Lyon, le 24 mai 2016
illustration carburan
Lyon, le 24 mai 2016 illustration carburan —

ECONOMIE

Pénurie d'essence: Une situation «très tendue» pour les entreprises de Loire-Atlantique

La CCI de Nantes-Saint-Nazaire craint du chômage partiel si le manque de carburant perdure dans le département...

Bientôt une semaine que ça dure. Alors que depuis vendredi, des quotas de carburant ont été décidés par le préfet de Loire-Atlantique et que les files d’attente aux stations essence sont toujours aussi longues, les acteurs économiques tirent la sonnette d’alarme.

« Il y a un gros ras-le-bol de l’ensemble des chefs d’entreprise et de leurs salariés, déplore Jean-François Gendron, président de la CCI Nantes-Saint-Nazaire. La situation est très tendue, beaucoup commencent à envisager du chômage partiel. » La CCI appelle d’ailleurs les entreprises à un rassemblement vendredi à 11h devant la préfecture, pour dénoncer cette situation.

Entreprises au ralenti

« Cela fait plusieurs années qu’on tente de garder la tête hors de l’eau. La CGT, qui dit souhaiter sécuriser le travail, nous donne le coup de grâce, s’énerve Christophe Desarthe, le président de la CGPME de Loire-Atlantique. Résultat, certains chefs d’entreprise vont mettre la clé sous la porte dès la fin de la semaine. »

Selon les représentants économiques, beaucoup d’entreprises du territoire fonctionnent déjà au ralenti. « Les marchandises ne sont plus livrées, les collaborateurs arrivent une heure en retard et repartent plus tôt pour essayer de trouver de l’essence, continue le président de la CGPME. Des commandes sont annulées, on ne peut plus assurer le service… »

« On n’a aucune visibilité »

Dans les sociétés qui ne peuvent se passer de véhicule, on tente de s’organiser. « On a dû reporter des cours pour garder un maximum de carburant, en donnant la priorité à ceux qui passent l’examen, témoigne Patricia Berly, gérante de Versailles conduite, une auto-école nantaise. On a encore une journée ou deux d’autonomie pour nos trois voitures, mais c’est tout. On n’a aucune visibilité, ce qui nous panique énormément. »

Pour les taxis, la situation s’est améliorée car les professionnels ont été rajoutés, lundi, à la liste des véhicules prioritaires. Ceux-ci ont le droit d’accéder aux stations essence réquisitionnées dans l’agglomération (comme la police ou les pompiers) et peuvent faire le plein complet. « Heureusement car attendre des heures pour mettre 20 litres, c’était invivable, indique Philippe Bely, du syndicat des artisans taxis. Certains collègues étaient à sec et n’ont pas pu travailler pendant plusieurs heures. »

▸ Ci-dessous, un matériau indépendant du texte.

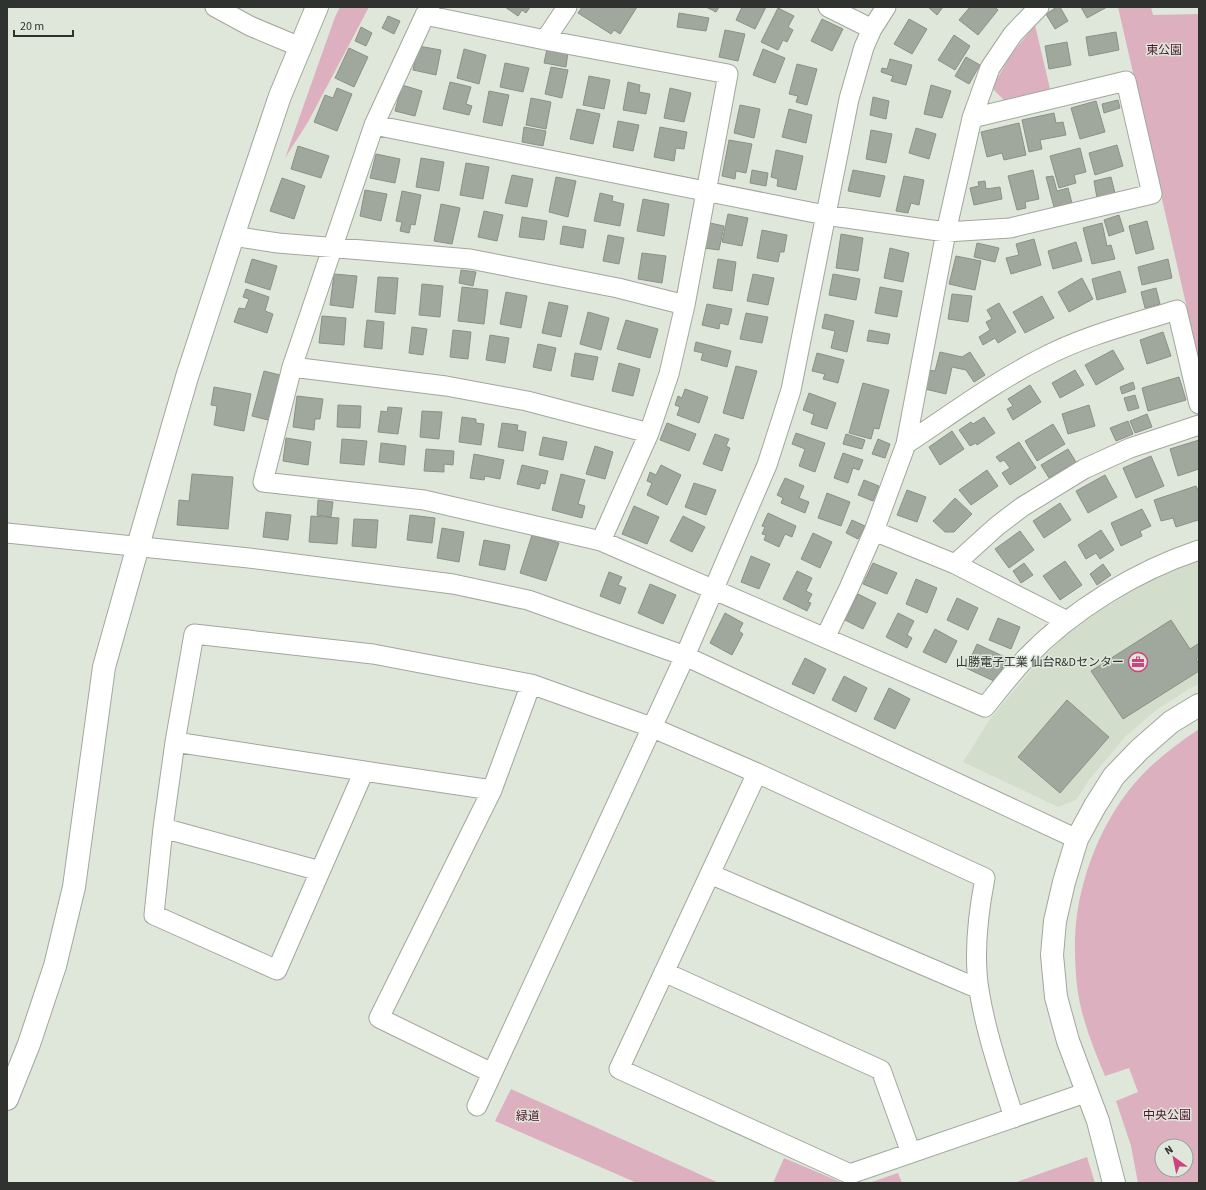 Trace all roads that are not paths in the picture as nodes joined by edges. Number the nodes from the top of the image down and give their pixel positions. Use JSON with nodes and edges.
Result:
{"nodes":[{"id":1,"x":215,"y":7,"type":"edge"},
{"id":2,"x":317,"y":7,"type":"edge"},
{"id":3,"x":567,"y":7,"type":"edge"},
{"id":4,"x":828,"y":7,"type":"edge"},
{"id":5,"x":886,"y":7,"type":"edge"},
{"id":6,"x":1039,"y":7,"type":"edge"},
{"id":7,"x":427,"y":11,"type":"edge"},
{"id":8,"x":872,"y":29,"type":"junction"},
{"id":9,"x":545,"y":40,"type":"junction"},
{"id":10,"x":300,"y":47,"type":"junction"},
{"id":11,"x":972,"y":118,"type":"junction"},
{"id":12,"x":374,"y":125,"type":"junction"},
{"id":13,"x":706,"y":192,"type":"junction"},
{"id":14,"x":825,"y":215,"type":"junction"},
{"id":15,"x":946,"y":232,"type":"junction"},
{"id":16,"x":233,"y":236,"type":"junction"},
{"id":17,"x":332,"y":248,"type":"junction"},
{"id":18,"x":685,"y":305,"type":"junction"},
{"id":19,"x":292,"y":367,"type":"junction"},
{"id":20,"x":1199,"y":404,"type":"edge"},
{"id":21,"x":1199,"y":425,"type":"edge"},
{"id":22,"x":649,"y":433,"type":"junction"},
{"id":23,"x":906,"y":444,"type":"junction"},
{"id":24,"x":874,"y":530,"type":"junction"},
{"id":25,"x":7,"y":533,"type":"edge"},
{"id":26,"x":602,"y":541,"type":"junction"},
{"id":27,"x":138,"y":546,"type":"junction"},
{"id":28,"x":1199,"y":550,"type":"edge"},
{"id":29,"x":955,"y":564,"type":"junction"},
{"id":30,"x":714,"y":589,"type":"junction"},
{"id":31,"x":1067,"y":621,"type":"junction"},
{"id":32,"x":825,"y":638,"type":"junction"},
{"id":33,"x":685,"y":656,"type":"junction"},
{"id":34,"x":531,"y":684,"type":"junction"},
{"id":35,"x":1199,"y":705,"type":"edge"},
{"id":36,"x":651,"y":727,"type":"junction"},
{"id":37,"x":175,"y":742,"type":"junction"},
{"id":38,"x":364,"y":771,"type":"junction"},
{"id":39,"x":756,"y":773,"type":"junction"},
{"id":40,"x":492,"y":790,"type":"junction"},
{"id":41,"x":163,"y":828,"type":"junction"},
{"id":42,"x":1077,"y":839,"type":"junction"},
{"id":43,"x":320,"y":871,"type":"junction"},
{"id":44,"x":710,"y":874,"type":"junction"},
{"id":45,"x":664,"y":972,"type":"junction"},
{"id":46,"x":979,"y":989,"type":"junction"},
{"id":47,"x":492,"y":1073,"type":"junction"},
{"id":48,"x":1088,"y":1092,"type":"junction"},
{"id":49,"x":7,"y":1100,"type":"edge"},
{"id":50,"x":477,"y":1106,"type":"dead end"},
{"id":51,"x":1014,"y":1118,"type":"junction"},
{"id":52,"x":911,"y":1153,"type":"junction"},
{"id":53,"x":1114,"y":1183,"type":"edge"}],
"edges":[{"from":1,"to":10,"type":"street"},
{"from":2,"to":10,"type":"street"},
{"from":3,"to":9,"type":"street"},
{"from":4,"to":8,"type":"street"},
{"from":5,"to":8,"type":"street"},
{"from":6,"to":11,"type":"street"},
{"from":7,"to":9,"type":"street"},
{"from":7,"to":12,"type":"street"},
{"from":8,"to":14,"type":"street"},
{"from":9,"to":13,"type":"street"},
{"from":10,"to":16,"type":"street"},
{"from":11,"to":15,"type":"street"},
{"from":11,"to":15,"type":"street"},
{"from":12,"to":13,"type":"street"},
{"from":12,"to":17,"type":"street"},
{"from":13,"to":14,"type":"street"},
{"from":13,"to":18,"type":"street"},
{"from":14,"to":15,"type":"street"},
{"from":14,"to":30,"type":"street"},
{"from":15,"to":23,"type":"street"},
{"from":16,"to":17,"type":"street"},
{"from":16,"to":27,"type":"street"},
{"from":17,"to":18,"type":"street"},
{"from":17,"to":19,"type":"street"},
{"from":18,"to":22,"type":"street"},
{"from":19,"to":22,"type":"street"},
{"from":19,"to":26,"type":"street"},
{"from":20,"to":23,"type":"street"},
{"from":21,"to":29,"type":"street"},
{"from":22,"to":26,"type":"street"},
{"from":23,"to":24,"type":"street"},
{"from":24,"to":29,"type":"street"},
{"from":24,"to":32,"type":"street"},
{"from":25,"to":27,"type":"street"},
{"from":26,"to":30,"type":"street"},
{"from":27,"to":33,"type":"street"},
{"from":27,"to":49,"type":"street"},
{"from":28,"to":31,"type":"street"},
{"from":29,"to":31,"type":"street"},
{"from":30,"to":32,"type":"street"},
{"from":30,"to":33,"type":"street"},
{"from":31,"to":32,"type":"street"},
{"from":33,"to":36,"type":"street"},
{"from":33,"to":42,"type":"street"},
{"from":34,"to":36,"type":"street"},
{"from":34,"to":37,"type":"street"},
{"from":34,"to":40,"type":"street"},
{"from":35,"to":42,"type":"street"},
{"from":36,"to":39,"type":"street"},
{"from":36,"to":47,"type":"street"},
{"from":37,"to":38,"type":"street"},
{"from":37,"to":41,"type":"street"},
{"from":38,"to":40,"type":"street"},
{"from":38,"to":43,"type":"street"},
{"from":39,"to":44,"type":"street"},
{"from":39,"to":46,"type":"street"},
{"from":40,"to":47,"type":"street"},
{"from":41,"to":43,"type":"street"},
{"from":41,"to":43,"type":"street"},
{"from":42,"to":48,"type":"street"},
{"from":44,"to":45,"type":"street"},
{"from":44,"to":46,"type":"street"},
{"from":45,"to":52,"type":"street"},
{"from":45,"to":52,"type":"street"},
{"from":46,"to":51,"type":"street"},
{"from":47,"to":50,"type":"street"},
{"from":48,"to":51,"type":"street"},
{"from":48,"to":53,"type":"street"},
{"from":51,"to":52,"type":"street"}]}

Des pompes réservées pour les entreprises ?

Ce mercredi, la grève et le blocage continuaient sur le site de la raffinerie de Donges. Si le gouvernement a plusieurs fois répété qu’il n’y a « pas de pénurie », « 140 stations-service (sur 241) ont connu une rupture dans leur fonctionnement mardi », indiquait la préfecture de Loire-Atlantique, « contre 151 lundi matin ». La situation ne semble donc pas vraiment s’améliorer.

« L’Etat doit prendre les bonnes décisions, autrement le tribunal de commerce va être bien encombré, ne décolère pas Christophe Desarthe. Le droit de manifester existe, mais pas celui de bloquer la France. » La CCI entend demander au préfet le déblocage du site de Donges ou au moins de « réserver des stations essence pour les véhicules d’entreprises ».